木場と塔城さん、姫島先輩がとても驚いてた。
「でも、神器の能力が強力すぎて、きちんと扱いきれてないのが現状です」
「それは、魔力で攻撃する火などと違うのかしら?」
うーん?魔力で攻撃するのを見たことがないのでなんとも言えん。
「詳しいことは説明しづらいので、いつか実戦で見せますね」
と言いつつも、そんな機会があるのか?
「ではリューガ、あなた悪魔に転生しない?」
「えっ!悪魔ですか?」
うーん、悪魔か…。まぁ、断る理由もないし、悪魔の方が神器を有効活用できそうだし。
「いいですよ。悪魔になります」
「ほんとう!?うれしいわ!さっそく転生させるわね。ポーンの変異の駒が余ってるから、それでいいかしら?」
駒が俺の中にはいっていった。これで俺も悪魔だな。
「はいっ!これからよろしくお願いします」
「リアス先輩、俺に悪魔を教えてください!」
「イッセー、私のことは部長と呼ぶこと。」
そっか、一応オカルト研究部だもんな。俺もそう呼ばないと。
「俺も”部長”でいいんですよね?」
「えっ、そのリューガには…。リアスって……//」
「俺は頑張るぞ!!!ハーレム王に俺はなる!!!」
兵藤……同じ部活なんだからイッセーでいいのかな?
イッセーが叫んだせいで、部長の声がよく聞こえなかった。
まぁ、”部長”でいいよな。
それにしても、イッセー、ハーレム王って……。
+ +
「あらリューガ、おかえり」
家に帰って、みなみ姉が出迎えてくれる。
ご飯を食べながら、悪魔のことについて話した。
「ーーというわけで、俺は悪魔になったんだ」
「そうなの……」
「みなみ姉?」
どうしよう。
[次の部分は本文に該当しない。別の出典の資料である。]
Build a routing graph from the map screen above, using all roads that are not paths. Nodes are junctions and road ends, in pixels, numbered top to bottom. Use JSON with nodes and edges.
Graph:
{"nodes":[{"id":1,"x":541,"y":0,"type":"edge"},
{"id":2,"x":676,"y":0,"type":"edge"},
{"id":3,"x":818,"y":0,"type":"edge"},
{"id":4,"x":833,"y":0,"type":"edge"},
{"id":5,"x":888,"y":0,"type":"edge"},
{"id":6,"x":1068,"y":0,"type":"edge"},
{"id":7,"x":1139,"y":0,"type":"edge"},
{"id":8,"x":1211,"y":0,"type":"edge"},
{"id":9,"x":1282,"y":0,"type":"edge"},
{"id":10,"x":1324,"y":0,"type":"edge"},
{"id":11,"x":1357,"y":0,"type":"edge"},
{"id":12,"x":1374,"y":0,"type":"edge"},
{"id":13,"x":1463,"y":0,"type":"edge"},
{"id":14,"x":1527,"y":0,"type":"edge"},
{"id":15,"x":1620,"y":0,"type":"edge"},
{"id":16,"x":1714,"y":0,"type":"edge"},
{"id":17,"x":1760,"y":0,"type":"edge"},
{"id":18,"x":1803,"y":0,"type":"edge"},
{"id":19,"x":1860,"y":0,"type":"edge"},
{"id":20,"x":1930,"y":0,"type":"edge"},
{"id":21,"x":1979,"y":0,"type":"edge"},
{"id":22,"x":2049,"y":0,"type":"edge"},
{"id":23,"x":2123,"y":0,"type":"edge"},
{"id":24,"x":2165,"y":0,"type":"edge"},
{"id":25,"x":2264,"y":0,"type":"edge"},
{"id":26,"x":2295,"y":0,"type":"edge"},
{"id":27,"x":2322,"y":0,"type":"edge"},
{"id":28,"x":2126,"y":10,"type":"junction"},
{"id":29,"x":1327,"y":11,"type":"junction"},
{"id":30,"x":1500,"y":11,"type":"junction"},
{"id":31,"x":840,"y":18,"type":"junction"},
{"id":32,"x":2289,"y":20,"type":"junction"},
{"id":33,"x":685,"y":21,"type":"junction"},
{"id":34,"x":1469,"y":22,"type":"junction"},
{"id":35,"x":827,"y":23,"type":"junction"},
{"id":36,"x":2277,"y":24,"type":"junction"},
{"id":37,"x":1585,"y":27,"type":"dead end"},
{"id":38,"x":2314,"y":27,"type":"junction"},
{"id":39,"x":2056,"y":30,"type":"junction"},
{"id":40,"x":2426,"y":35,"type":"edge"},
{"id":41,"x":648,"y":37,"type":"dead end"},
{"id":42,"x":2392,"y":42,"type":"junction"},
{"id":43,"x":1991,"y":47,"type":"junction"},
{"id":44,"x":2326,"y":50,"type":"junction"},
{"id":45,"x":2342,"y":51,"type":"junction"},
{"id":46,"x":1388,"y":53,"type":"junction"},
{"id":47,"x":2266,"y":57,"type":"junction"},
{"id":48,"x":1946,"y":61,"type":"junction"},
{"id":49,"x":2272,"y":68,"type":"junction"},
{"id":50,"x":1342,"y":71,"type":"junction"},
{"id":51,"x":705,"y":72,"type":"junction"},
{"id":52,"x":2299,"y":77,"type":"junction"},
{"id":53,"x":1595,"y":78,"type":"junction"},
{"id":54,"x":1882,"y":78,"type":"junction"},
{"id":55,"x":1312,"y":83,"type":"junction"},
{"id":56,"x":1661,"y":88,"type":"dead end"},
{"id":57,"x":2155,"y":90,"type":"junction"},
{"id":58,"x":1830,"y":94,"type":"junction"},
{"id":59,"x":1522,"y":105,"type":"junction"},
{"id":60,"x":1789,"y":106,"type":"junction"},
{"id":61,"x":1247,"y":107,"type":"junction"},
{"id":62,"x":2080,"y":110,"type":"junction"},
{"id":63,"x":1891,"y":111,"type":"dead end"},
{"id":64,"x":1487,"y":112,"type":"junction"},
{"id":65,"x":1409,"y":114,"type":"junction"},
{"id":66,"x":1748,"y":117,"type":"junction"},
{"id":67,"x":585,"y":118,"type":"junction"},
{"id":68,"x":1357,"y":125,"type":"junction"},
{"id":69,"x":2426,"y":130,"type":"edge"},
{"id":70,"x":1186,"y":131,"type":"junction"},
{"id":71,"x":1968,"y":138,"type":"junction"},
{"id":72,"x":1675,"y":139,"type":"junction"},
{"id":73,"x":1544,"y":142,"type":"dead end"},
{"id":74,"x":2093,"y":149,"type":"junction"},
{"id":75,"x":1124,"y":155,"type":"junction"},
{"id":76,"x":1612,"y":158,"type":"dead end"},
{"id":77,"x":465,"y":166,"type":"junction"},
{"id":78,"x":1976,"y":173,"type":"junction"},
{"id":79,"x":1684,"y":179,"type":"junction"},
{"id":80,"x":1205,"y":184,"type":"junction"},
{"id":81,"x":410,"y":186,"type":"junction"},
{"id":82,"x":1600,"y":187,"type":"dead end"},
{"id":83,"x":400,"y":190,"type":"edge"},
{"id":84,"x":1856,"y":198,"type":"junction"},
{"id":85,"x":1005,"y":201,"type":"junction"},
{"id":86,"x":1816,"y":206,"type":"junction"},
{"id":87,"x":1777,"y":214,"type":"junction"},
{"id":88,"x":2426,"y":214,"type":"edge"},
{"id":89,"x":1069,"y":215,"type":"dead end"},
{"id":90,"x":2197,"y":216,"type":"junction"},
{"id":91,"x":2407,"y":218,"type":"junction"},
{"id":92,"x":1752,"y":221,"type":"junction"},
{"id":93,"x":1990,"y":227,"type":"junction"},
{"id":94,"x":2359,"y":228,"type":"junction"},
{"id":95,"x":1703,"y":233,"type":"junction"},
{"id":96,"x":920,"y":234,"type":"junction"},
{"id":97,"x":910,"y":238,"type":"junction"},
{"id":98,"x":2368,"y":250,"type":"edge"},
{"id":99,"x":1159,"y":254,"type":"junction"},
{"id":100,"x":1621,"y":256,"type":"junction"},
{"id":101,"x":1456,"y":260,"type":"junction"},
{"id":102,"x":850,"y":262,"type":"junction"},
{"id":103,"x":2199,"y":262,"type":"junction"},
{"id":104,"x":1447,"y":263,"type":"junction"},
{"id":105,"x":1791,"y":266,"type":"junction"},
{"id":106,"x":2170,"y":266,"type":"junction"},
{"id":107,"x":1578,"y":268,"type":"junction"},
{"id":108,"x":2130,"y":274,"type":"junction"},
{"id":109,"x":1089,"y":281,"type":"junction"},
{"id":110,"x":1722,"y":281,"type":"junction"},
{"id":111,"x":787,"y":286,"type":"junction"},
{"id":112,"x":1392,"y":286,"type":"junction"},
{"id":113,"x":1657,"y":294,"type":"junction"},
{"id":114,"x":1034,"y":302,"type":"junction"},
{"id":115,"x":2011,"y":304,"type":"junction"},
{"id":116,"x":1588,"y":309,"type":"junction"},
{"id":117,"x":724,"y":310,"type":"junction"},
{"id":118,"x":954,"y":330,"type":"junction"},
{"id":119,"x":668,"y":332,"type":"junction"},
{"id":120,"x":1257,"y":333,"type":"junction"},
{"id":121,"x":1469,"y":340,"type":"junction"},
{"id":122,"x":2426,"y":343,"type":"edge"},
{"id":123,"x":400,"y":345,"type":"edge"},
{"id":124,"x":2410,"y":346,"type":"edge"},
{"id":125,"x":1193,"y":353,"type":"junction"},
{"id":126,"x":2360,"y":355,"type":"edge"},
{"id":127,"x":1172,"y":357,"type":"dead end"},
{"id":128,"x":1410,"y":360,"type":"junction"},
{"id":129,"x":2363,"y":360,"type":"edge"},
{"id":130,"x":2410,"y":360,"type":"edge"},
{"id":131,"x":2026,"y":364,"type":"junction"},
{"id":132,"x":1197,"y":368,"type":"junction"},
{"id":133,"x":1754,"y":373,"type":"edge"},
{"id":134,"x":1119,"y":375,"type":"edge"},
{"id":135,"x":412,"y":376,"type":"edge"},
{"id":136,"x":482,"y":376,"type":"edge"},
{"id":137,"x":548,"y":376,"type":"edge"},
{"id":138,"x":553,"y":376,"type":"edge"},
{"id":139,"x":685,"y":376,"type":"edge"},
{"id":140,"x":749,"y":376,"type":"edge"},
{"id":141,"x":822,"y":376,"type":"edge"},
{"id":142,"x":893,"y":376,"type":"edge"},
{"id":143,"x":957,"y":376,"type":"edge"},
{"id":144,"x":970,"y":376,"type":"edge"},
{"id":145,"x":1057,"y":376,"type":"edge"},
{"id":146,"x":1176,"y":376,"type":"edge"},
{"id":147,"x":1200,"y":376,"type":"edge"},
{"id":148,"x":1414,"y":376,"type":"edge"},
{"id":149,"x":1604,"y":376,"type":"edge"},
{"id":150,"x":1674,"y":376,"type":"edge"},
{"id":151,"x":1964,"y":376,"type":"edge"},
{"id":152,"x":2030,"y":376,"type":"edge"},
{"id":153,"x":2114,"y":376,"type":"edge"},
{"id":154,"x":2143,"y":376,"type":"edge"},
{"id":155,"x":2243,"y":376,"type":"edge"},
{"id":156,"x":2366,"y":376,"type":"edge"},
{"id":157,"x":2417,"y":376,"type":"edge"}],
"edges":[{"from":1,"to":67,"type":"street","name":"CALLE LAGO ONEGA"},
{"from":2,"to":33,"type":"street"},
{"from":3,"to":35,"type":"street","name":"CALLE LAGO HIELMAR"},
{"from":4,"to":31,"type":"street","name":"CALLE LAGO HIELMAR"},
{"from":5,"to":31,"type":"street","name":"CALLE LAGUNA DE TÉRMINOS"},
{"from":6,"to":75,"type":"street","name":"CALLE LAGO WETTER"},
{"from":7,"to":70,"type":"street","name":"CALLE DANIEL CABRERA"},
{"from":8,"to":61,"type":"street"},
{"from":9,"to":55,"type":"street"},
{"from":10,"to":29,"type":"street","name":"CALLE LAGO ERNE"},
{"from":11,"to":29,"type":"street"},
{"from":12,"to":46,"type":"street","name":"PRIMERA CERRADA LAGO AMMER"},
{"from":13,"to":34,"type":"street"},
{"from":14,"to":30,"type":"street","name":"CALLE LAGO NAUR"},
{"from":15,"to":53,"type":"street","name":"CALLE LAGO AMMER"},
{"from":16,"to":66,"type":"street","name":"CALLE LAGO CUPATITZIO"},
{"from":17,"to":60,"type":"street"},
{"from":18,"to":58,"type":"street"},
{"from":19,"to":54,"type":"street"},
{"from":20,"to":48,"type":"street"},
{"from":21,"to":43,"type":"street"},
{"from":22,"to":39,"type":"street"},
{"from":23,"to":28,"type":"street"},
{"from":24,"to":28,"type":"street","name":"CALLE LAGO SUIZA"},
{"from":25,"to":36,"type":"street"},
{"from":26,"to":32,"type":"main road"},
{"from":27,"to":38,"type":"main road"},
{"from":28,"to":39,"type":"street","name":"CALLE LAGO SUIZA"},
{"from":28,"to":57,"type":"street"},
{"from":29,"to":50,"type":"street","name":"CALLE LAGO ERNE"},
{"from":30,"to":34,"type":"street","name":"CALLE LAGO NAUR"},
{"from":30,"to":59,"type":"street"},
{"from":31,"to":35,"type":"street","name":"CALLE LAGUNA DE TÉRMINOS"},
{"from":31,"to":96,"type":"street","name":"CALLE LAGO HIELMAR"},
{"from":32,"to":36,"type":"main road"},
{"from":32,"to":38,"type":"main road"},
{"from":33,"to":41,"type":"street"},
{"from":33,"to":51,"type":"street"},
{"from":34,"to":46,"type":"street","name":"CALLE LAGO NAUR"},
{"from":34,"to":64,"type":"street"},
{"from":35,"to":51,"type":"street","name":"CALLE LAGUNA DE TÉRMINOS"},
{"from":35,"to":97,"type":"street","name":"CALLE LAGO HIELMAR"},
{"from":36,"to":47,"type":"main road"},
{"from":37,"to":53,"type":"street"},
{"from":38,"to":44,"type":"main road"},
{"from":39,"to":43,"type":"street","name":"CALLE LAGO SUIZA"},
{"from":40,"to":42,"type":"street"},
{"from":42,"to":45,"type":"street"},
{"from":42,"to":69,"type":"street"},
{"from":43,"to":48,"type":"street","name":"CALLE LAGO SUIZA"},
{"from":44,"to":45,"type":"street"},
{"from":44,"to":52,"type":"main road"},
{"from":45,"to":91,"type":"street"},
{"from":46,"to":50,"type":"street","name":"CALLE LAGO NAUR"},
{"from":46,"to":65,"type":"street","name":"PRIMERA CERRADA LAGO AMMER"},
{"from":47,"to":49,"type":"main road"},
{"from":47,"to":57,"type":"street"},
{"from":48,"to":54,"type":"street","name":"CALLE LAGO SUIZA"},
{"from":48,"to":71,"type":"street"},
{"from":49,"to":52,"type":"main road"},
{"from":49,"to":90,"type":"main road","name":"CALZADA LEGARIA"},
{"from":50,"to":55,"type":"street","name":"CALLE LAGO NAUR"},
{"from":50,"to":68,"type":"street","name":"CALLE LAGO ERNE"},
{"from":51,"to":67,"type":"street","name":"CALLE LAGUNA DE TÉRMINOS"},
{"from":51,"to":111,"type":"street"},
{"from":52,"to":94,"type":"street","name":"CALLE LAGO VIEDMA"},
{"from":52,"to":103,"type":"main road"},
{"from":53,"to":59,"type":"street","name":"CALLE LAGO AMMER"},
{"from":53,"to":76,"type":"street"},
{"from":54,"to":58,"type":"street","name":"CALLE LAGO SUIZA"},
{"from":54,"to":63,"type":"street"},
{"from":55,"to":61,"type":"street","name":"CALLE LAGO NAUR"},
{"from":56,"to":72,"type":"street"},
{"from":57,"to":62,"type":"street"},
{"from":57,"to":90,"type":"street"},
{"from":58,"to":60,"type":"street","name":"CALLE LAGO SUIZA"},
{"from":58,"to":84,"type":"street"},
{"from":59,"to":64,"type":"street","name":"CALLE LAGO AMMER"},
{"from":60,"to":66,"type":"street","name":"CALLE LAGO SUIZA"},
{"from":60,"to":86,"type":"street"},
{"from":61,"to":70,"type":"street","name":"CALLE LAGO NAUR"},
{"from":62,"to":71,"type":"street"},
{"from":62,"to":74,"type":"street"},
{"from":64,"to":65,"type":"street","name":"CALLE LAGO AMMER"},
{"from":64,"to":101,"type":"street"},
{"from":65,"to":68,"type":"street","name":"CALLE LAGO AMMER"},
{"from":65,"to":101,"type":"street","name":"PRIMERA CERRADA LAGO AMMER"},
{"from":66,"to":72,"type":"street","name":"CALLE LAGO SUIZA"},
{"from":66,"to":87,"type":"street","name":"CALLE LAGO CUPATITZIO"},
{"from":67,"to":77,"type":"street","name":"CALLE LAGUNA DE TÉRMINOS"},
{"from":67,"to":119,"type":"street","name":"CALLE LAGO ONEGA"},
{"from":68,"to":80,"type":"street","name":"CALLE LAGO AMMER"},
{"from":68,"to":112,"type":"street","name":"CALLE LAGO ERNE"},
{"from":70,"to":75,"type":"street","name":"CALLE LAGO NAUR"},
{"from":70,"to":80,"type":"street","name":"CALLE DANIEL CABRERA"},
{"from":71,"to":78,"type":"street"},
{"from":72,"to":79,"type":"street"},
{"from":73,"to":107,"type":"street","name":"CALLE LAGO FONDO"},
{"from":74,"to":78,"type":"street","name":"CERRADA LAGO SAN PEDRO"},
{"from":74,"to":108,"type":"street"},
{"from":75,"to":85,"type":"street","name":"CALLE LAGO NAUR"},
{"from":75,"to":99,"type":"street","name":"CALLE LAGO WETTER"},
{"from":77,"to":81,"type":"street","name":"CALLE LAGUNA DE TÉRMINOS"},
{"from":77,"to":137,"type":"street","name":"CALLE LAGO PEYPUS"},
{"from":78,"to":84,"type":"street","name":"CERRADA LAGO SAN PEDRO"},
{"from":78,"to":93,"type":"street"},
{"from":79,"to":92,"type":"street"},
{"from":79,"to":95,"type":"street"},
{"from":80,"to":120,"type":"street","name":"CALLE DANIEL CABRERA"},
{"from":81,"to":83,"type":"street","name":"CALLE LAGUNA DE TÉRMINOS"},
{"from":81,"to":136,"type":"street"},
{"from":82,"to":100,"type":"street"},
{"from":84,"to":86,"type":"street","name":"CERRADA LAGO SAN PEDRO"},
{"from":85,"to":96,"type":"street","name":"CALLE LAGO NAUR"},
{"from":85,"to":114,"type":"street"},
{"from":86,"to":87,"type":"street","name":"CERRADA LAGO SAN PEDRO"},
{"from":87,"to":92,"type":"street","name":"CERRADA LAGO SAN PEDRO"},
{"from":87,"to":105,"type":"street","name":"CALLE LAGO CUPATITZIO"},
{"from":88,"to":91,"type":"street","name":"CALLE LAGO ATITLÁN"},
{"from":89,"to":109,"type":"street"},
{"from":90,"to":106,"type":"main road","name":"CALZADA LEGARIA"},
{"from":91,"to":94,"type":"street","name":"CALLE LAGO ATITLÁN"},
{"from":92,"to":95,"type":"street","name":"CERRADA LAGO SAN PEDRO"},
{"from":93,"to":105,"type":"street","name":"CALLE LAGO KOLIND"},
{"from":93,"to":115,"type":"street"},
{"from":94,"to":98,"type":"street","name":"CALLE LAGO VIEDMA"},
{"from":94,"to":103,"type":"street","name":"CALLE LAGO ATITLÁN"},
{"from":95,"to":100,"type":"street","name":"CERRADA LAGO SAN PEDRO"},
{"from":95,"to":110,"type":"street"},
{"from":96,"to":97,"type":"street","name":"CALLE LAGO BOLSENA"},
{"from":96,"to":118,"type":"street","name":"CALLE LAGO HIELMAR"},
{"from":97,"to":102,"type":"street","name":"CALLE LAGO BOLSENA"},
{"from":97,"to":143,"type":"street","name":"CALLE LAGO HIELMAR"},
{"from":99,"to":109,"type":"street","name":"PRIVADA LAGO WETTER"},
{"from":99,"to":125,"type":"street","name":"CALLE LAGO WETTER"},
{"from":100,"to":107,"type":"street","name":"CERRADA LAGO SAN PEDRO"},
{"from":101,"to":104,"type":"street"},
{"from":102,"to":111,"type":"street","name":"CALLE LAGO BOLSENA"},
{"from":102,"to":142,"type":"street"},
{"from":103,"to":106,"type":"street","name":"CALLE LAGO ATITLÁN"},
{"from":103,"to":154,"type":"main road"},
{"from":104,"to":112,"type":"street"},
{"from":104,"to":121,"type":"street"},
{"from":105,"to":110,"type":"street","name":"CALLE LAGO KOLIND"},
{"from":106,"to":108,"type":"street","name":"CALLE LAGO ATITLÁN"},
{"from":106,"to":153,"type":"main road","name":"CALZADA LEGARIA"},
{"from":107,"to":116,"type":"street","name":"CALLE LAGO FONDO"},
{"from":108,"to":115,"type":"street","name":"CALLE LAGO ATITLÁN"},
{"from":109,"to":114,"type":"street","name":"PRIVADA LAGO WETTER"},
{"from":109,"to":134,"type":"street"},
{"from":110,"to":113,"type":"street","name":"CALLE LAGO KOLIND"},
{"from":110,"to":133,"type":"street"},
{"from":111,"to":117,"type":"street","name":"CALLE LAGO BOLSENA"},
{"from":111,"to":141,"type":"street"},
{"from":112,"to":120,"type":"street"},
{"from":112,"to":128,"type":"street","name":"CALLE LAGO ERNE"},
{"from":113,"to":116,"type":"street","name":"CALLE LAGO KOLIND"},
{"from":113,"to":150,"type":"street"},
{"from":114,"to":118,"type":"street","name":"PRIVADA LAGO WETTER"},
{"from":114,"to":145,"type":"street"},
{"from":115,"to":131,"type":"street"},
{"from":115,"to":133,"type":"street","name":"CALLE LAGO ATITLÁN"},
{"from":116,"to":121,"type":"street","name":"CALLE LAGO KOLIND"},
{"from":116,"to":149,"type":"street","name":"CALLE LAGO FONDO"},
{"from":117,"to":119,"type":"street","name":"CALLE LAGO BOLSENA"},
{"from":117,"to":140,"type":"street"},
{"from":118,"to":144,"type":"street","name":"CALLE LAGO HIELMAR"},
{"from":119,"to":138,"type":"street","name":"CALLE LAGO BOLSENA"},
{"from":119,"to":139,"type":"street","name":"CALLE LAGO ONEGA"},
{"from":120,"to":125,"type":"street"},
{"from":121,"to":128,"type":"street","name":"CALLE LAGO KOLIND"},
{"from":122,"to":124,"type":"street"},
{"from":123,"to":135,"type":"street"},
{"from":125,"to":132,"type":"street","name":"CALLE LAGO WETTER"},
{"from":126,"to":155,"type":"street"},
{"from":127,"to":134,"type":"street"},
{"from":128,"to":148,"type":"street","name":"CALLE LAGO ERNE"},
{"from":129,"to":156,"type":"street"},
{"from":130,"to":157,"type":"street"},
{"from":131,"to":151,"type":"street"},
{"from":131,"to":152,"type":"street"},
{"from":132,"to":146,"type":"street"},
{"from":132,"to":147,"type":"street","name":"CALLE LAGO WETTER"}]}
うつむいて黙ってしまった。
「でも、あなたが悪魔でも私の弟にはかわりないわ!」
ううっ、みなみ姉ぇええええええ!ありがとぉぉぉおおおおお!
「でも、お姉ちゃんに相談もせず、かってに悪魔になったことは悲しいわ。ということで、今日は一緒に寝ましょうね♪」
「なぜっ?どうしたらそうなるの?」
みなみ姉と一緒に寝たことは少しある。この人、自分の巨乳を俺の顔に押し付けるんだ!理性が飛んじまう!
「もちろん嫌だなんて言わないわよね?大丈夫、下着はつけるわよ」
結局、みなみ姉と寝ることになってしまった。